Eventually I found a factsheet which confirmed what Brown’s mum remembered.
[T]here are also procedures in place designed to ensure that ballot papers can be linked to individual voters after the election where fraud is alleged. Ballot papers are printed in books and both the ballot papers and the counterfoils are numbered. This means that allegations of fraud can be checked by matching the suspicious ballot paper with the counterfoil, on which the clerk in the polling station will have written the voter number as recorded on the electoral register. … There has been no case of the full vote tracing procedure being used at a parliamentary election since 1911. However, it has occasionally been followed at local elections, where majorities are much smaller.
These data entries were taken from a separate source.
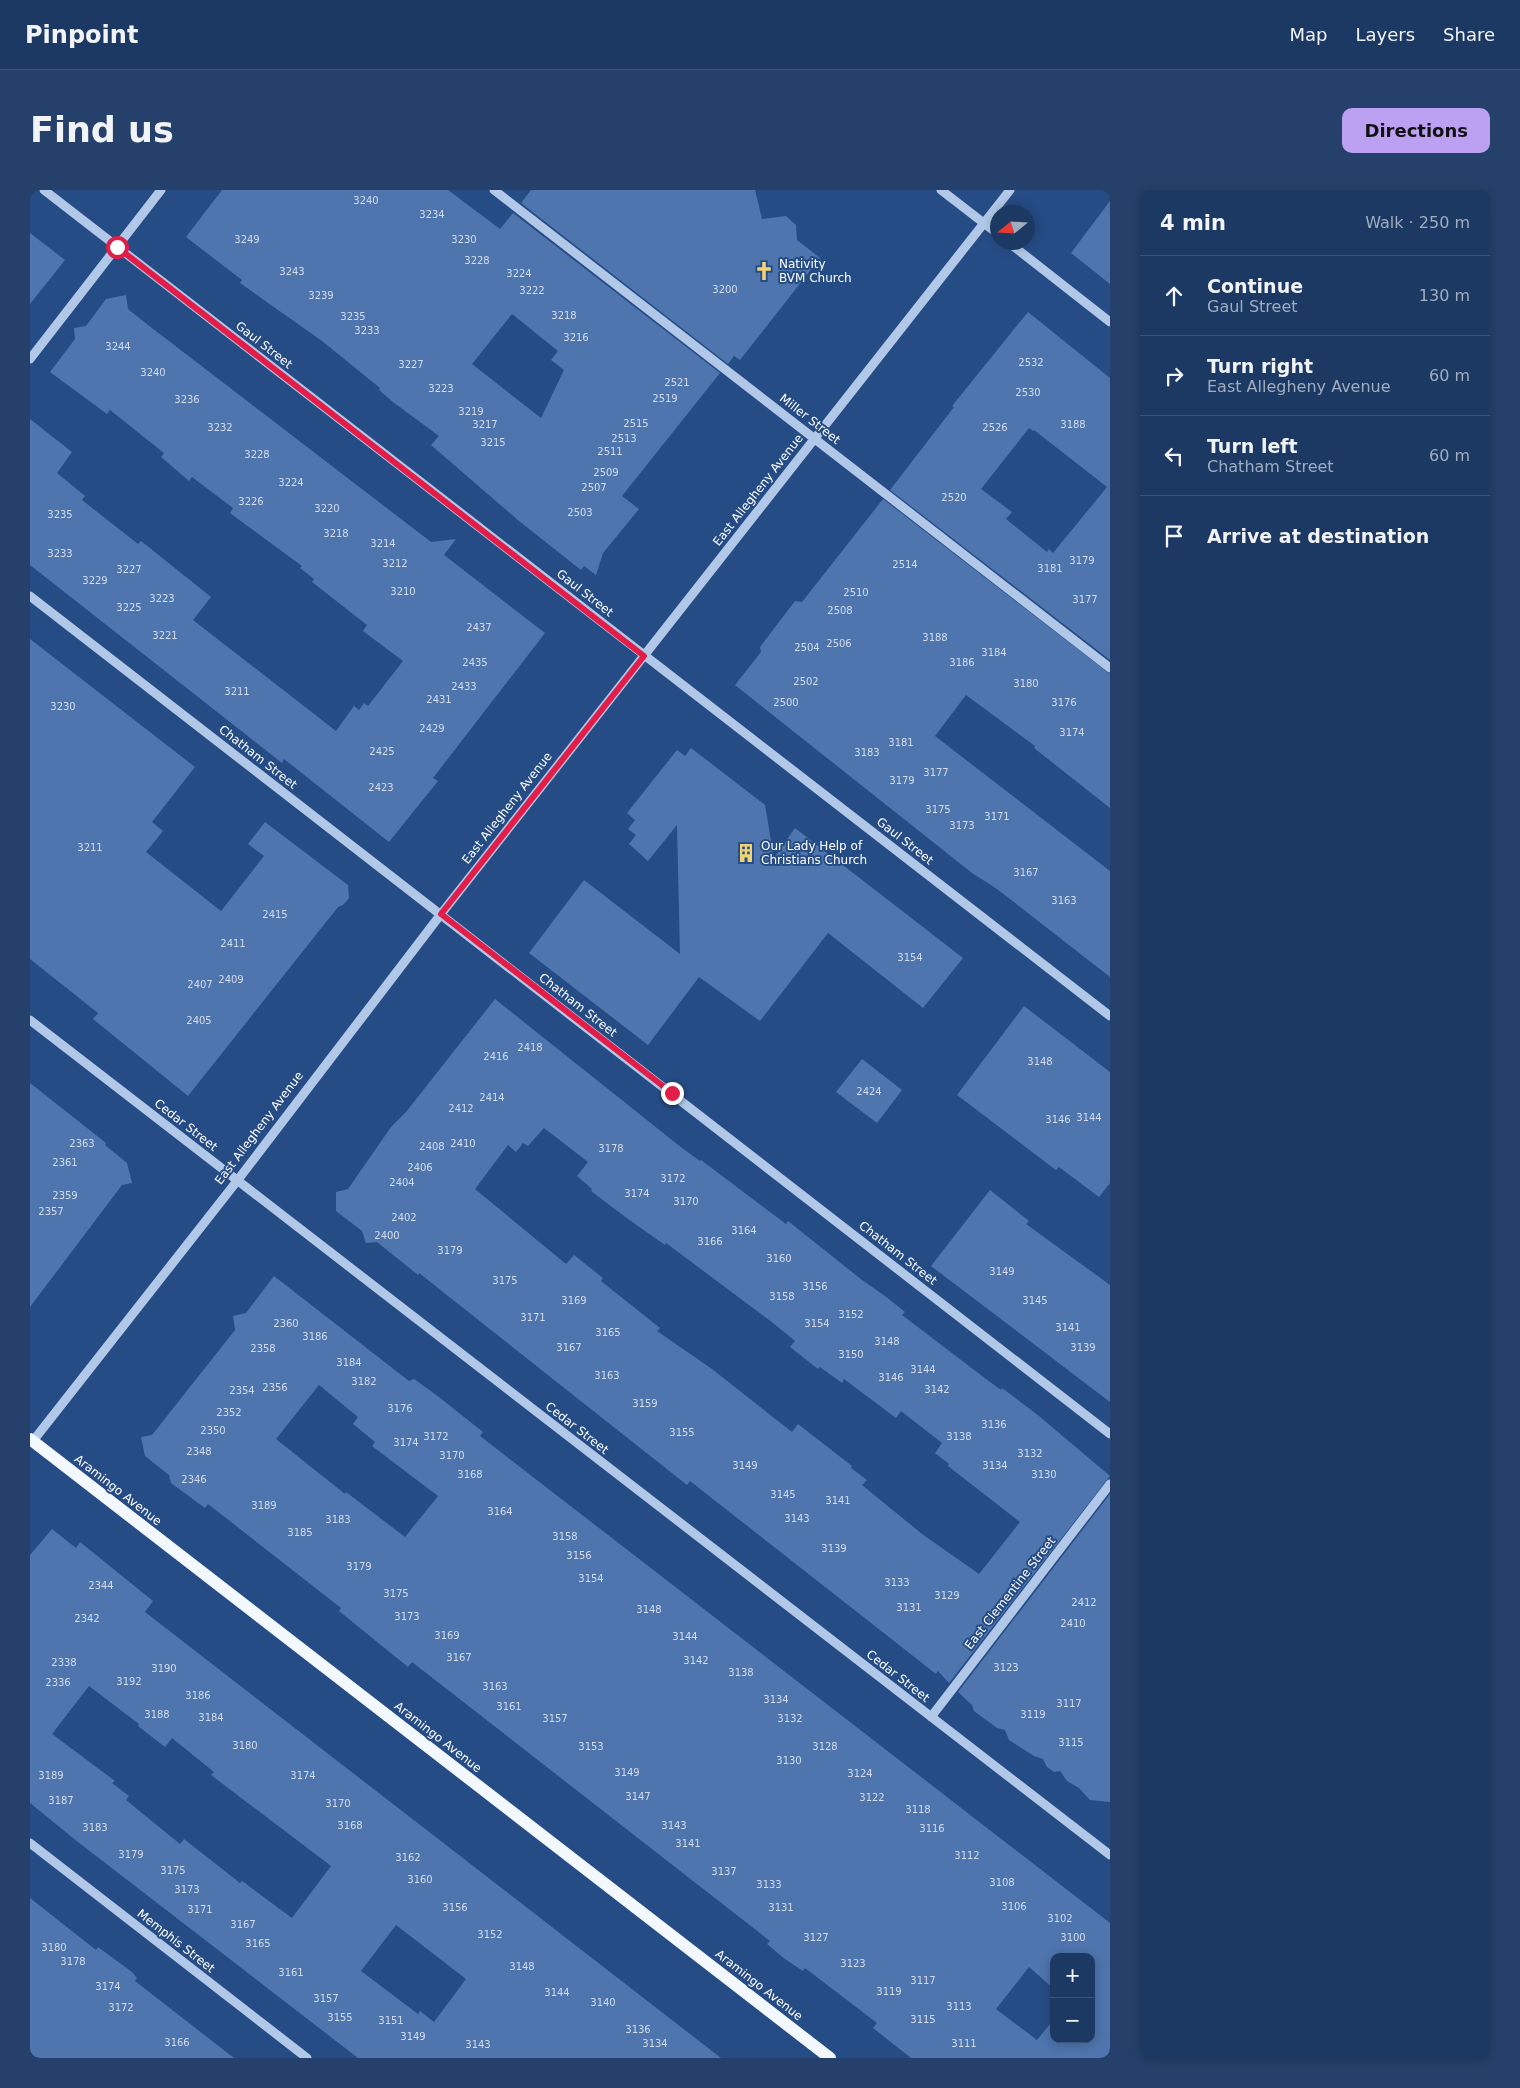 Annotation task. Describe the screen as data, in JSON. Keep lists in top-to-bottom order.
{
  "streets": {
    "main road": ["Aramingo Avenue"],
    "street": [
      "Gaul Street",
      "Miller Street",
      "East Allegheny Avenue",
      "Chatham Street",
      "Cedar Street",
      "East Clementine Street",
      "Memphis Street"
    ]
  },
  "crossings": [
    ["Gaul Street", "East Allegheny Avenue"],
    ["Miller Street", "East Allegheny Avenue"],
    ["East Allegheny Avenue", "Chatham Street"],
    ["East Allegheny Avenue", "Cedar Street"],
    ["East Allegheny Avenue", "Aramingo Avenue"],
    ["Cedar Street", "East Clementine Street"]
  ],
  "places": {
    "church": ["Nativity BVM Church"],
    "building": ["Our Lady Help of Christians Church"]
  },
  "house_numbers": [
    "3240",
    "3234",
    "3249",
    "3230",
    "3228",
    "3243",
    "3224",
    "3200",
    "3222",
    "3239",
    "3218",
    "3235",
    "3233",
    "3216",
    "3244",
    "2532",
    "3227",
    "3240",
    "2521",
    "3223",
    "2530",
    "2519",
    "3236",
    "3219",
    "2515",
    "3217",
    "3188",
    "3232",
    "2526",
    "2513",
    "3215",
    "2511",
    "3228",
    "2509",
    "3224",
    "2507",
    "2520",
    "3226",
    "3220",
    "2503",
    "3235",
    "3218",
    "3214",
    "3233",
    "3179",
    "3212",
    "2514",
    "3181",
    "3227",
    "3229",
    "3210",
    "2510",
    "3223",
    "3177",
    "3225",
    "2508",
    "2437",
    "3221",
    "3188",
    "2506",
    "2504",
    "3184",
    "2435",
    "3186",
    "2502",
    "3180",
    "2433",
    "3211",
    "2431",
    "2500",
    "3176",
    "3230",
    "2429",
    "3174",
    "3181",
    "2425",
    "3183",
    "3177",
    "3179",
    "2423",
    "3175",
    "3171",
    "3173",
    "3211",
    "3167",
    "3163",
    "2415",
    "2411",
    "3154",
    "2409",
    "2407",
    "2405",
    "2418",
    "2416",
    "3148",
    "2424",
    "2414",
    "2412",
    "3144",
    "3146",
    "2363",
    "2410",
    "2408",
    "3178",
    "2361",
    "2406",
    "3172",
    "2404",
    "3174",
    "2359",
    "3170",
    "2357",
    "2402",
    "3164",
    "2400",
    "3166",
    "3179",
    "3160",
    "3149",
    "3175",
    "3156",
    "3158",
    "3169",
    "3145",
    "3152",
    "3171",
    "2360",
    "3154",
    "3141",
    "3165",
    "3186",
    "3148",
    "3167",
    "3139",
    "2358",
    "3150",
    "3184",
    "3144",
    "3163",
    "3146",
    "3182",
    "2356",
    "3142",
    "2354",
    "3159",
    "3176",
    "2352",
    "3136",
    "2350",
    "3155",
    "3172",
    "3138",
    "3174",
    "2348",
    "3132",
    "3170",
    "3149",
    "3134",
    "3168",
    "3130",
    "2346",
    "3145",
    "3141",
    "3189",
    "3164",
    "3143",
    "3183",
    "3185",
    "3158",
    "3139",
    "3156",
    "3179",
    "3154",
    "3133",
    "2344",
    "3175",
    "3129",
    "2412",
    "3131",
    "3148",
    "3173",
    "2342",
    "2410",
    "3169",
    "3144",
    "3167",
    "3142",
    "2338",
    "3123",
    "3190",
    "3138",
    "3192",
    "2336",
    "3163",
    "3186",
    "3134",
    "3117",
    "3161",
    "3188",
    "3119",
    "3184",
    "3157",
    "3132",
    "3115",
    "3180",
    "3153",
    "3128",
    "3130",
    "3149",
    "3124",
    "3189",
    "3174",
    "3147",
    "3122",
    "3187",
    "3170",
    "3118",
    "3168",
    "3143",
    "3183",
    "3116",
    "3141",
    "3179",
    "3112",
    "3162",
    "3175",
    "3137",
    "3160",
    "3108",
    "3133",
    "3173",
    "3106",
    "3156",
    "3131",
    "3171",
    "3102",
    "3167",
    "3152",
    "3127",
    "3100",
    "3165",
    "3180",
    "3178",
    "3123",
    "3148",
    "3161",
    "3117",
    "3174",
    "3119",
    "3144",
    "3157",
    "3140",
    "3113",
    "3172",
    "3155",
    "3115",
    "3151",
    "3136",
    "3149",
    "3166",
    "3134",
    "3111",
    "3143"
  ],
  "north": "left",
  "page": {
    "header": "Pinpoint",
    "nav": ["Map", "Layers", "Share"],
    "buttons": "Directions",
    "title": "Find us",
    "heading": ["4 min", "Walk · 250 m"],
    "list": [
      ["Continue", "Gaul Street", "130 m"],
      ["Turn right", "East Allegheny Avenue", "60 m"],
      ["Turn left", "Chatham Street", "60 m"],
      "Arrive at destination"
    ],
    "map_buttons": ["+", "−"]
  }
}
So I just didn’t pay enough attention when voting at polling stations in the past and did that all worrying for nothing! Well, not entirely for nothing: the barcoding-scanning might make it a much easier task to determine the voter’s vote — good for the fraud investigator, but also good for the people wanting to illegally determine a whole swathe of people’s votes. Still, this is verging on the paranoid so I won’t worry too much more about it.
[Edited by commenter — 11:29]
Brown | 2004 / 06 / 07 – 13:27
Well done Mum!
Lyle | 2004 / 06 / 09 – 13:03
Oooh, spooky. I hadn’t read your post at all (I know, slacking off and not checking regularly!) and have ended up writing something very similar over on d4d™
Great Minds, and all that jazz.
David | 2004 / 06 / 09 – 13:45
Re #6: Watch it, I’ll have you for pseudo-plagiarism. ;)
In your post you share a major concerned of mine, the privacy/anonymity aspect. As comment #4 above says, it appears that the new-style postal votes are no less anonymous than the traditional polling booths, albeit with the potential for electronic database storage being, in some respects, easier to invisibly tamper with than a pile of paper in a locked filing cabinet.
Lyle | 2004 / 06 / 09 – 16:18
Easier to tamper with - and quicker to search, run correlation exercises on, and many other things.